Sally closed her mouth and held on to the ladder, praying Norma Jean didn’t hurt herself.

Also, she was thankful that people’s thoughts didn’t actually get written in a bubble above their head. If they did, Peter would probably be running in the opposite direction the second he realized that Norma Jean not only had them married but had them pegged as great-great-grandparents.

Sally didn’t know a whole lot about men, but she was pretty sure that would be enough to scare almost anyone off. Actually, if some man looked at her and thought about their grandchildren, it would scare her.

Regardless, Norma Jean seemed oblivious to that type of thing. Maybe it was because she was so focused on herself, Sally wasn’t sure, but they’d been friends since kindergarten, and Sally loved her, even if she wasn’t the easiest person in the world to get along with most of the time.

“All right. Get ready to catch me. I don’t actually want to get hurt,” Norma Jean hissed, and her voice must have been loud enough to carry to the unsuspecting Peter, since he turned his head and tilted it a little, a friendly smile on his face, only his eyes weren’t focused on Norma Jean. He was looking at Sally.

Peter was rather handsome, and she’d had a couple conversations with him. She definitely liked him and would have been interested in him herself, if it hadn’t been for Norma Jean.

Well, that and the fact that Peter owned a farm outside of Strawberry Sands, and Sally wasn’t exactly farm girl material. She was an accountant, and she loved her job. She’d quit her job in Chicago in order to care for her Aunt Wilma, but sitting inside, manipulating numbers, drooling over spreadsheets, and creating her own formulas was her idea of a good time.

Not looking at the back end of a cow and dodging the stuff that came out of it.

Of course, Norma Jean didn’t exactly seem like that kind of girl either, but that was none of Sally’s business. If Peter wanted to choose someone like Norma Jean as a wife, she supposed it would be his responsibility to train her in whatever duties she would be expected to perform on the farm.

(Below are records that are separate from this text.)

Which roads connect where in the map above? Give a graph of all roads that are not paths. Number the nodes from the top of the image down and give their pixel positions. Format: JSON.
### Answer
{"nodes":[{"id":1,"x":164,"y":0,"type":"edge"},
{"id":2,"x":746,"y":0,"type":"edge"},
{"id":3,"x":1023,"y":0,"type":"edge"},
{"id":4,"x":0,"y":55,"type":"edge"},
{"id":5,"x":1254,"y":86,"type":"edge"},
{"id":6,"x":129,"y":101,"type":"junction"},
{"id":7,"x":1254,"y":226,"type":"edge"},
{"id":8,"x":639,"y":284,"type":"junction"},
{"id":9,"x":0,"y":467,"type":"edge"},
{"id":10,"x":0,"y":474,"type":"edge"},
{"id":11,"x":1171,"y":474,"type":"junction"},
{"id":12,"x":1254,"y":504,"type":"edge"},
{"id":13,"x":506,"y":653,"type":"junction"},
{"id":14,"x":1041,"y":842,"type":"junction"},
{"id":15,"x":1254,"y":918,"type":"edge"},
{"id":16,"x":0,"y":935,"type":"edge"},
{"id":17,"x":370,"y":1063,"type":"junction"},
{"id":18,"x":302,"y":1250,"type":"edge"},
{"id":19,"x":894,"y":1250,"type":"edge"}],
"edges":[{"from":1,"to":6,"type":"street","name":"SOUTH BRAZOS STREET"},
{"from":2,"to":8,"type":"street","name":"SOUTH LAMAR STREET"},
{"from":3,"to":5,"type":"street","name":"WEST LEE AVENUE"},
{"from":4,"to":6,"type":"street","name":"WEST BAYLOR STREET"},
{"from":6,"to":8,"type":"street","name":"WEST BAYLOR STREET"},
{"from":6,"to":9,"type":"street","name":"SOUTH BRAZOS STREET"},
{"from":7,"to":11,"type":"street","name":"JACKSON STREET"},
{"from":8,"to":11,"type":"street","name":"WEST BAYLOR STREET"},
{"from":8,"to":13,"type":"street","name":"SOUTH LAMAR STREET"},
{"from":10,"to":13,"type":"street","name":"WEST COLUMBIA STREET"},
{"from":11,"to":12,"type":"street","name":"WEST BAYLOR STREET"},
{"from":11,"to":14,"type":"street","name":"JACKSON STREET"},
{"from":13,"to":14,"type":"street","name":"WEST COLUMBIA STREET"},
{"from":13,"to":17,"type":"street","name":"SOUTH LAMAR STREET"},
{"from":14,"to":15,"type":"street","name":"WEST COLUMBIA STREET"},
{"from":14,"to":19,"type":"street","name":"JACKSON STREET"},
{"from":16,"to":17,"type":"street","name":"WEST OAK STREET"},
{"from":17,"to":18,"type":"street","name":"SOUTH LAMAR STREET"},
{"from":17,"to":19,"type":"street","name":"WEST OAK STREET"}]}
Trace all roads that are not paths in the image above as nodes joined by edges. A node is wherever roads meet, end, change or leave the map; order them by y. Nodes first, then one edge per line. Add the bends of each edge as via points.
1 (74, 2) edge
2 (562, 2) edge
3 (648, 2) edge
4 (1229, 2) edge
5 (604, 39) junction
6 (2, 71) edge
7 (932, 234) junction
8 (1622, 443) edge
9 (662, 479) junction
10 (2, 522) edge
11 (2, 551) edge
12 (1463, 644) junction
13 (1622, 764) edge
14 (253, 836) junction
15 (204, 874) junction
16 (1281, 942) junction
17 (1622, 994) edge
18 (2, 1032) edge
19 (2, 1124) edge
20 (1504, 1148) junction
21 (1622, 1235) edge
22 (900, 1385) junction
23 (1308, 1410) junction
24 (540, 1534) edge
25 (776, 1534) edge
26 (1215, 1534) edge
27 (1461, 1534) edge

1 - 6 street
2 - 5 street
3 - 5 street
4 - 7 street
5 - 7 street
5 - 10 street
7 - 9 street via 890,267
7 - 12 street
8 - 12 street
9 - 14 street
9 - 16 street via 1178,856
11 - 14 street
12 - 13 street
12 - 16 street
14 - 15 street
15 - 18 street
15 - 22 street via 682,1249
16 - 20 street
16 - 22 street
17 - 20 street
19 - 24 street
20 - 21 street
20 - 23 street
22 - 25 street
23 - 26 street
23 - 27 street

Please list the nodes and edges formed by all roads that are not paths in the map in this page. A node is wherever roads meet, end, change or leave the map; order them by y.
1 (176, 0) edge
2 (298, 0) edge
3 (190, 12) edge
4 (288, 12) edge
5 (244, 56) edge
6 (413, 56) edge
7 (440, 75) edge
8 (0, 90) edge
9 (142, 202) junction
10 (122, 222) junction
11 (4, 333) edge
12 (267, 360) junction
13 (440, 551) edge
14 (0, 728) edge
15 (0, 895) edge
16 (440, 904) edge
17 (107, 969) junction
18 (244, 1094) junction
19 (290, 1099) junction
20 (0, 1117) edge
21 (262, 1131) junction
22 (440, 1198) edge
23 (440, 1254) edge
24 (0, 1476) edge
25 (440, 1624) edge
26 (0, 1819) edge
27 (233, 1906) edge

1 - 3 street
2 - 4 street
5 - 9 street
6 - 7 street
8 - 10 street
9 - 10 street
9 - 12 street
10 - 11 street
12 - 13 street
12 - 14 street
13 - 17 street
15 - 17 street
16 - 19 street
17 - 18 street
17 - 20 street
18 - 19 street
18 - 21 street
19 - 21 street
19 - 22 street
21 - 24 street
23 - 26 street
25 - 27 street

Norma Jean probably hadn’t thought that far ahead, and Sally hadn’t wanted to say anything to destroy the castles that Norma Jean had built in the air, all around Peter. Reality would come crashing in soon enough.

“Peter! Oh, yoohoo, Peter!” Norma Jean’s shrill voice seemed to carry over the crowd and be amplified.

Peter’s friendly smile wobbled a bit as his eyes shifted from Sally up to Norma Jean. He grimaced as his eyes widened, and later, Sally apologized profusely to Norma Jean because she was so busy looking at the stubble on Peter’s jaw and the angled line of his nose that she forgot that she was supposed to have her arms out ready to catch her best friend as she fell off.

She only remembered as Norma Jean tumbled down on top of her, and they both fell to the ground. At least Sally did her job a little, by cushioning Norma Jean’s fall.

Unfortunately, she sprained her own ankle in the process, as sharp pain shot up her leg, and her eyes flashed red and black.

“Oh,” she groaned.

“You were supposed to catch me!” Norma Jean hissed at her before she turned to Peter with one arm held out. “Oh, Peter, could you please help me. I’m afraid I might have hurt myself,” she said, in a completely different tone than the one that she had just used on Sally.

In the meantime, Sally bit back another groan. She didn’t want to take Peter’s attention off Norma Jean and put it on her. Norma Jean would be furious with her, if Peter ended up helping Sally because Sally hadn’t been paying attention and allowed Norma Jean to fall and actually got hurt herself.

She could only imagine Norma Jean’s reaction to that.

So she swallowed the groan and winced as Norma Jean’s elbow dug into her ribs as she angled herself to reach out to Peter.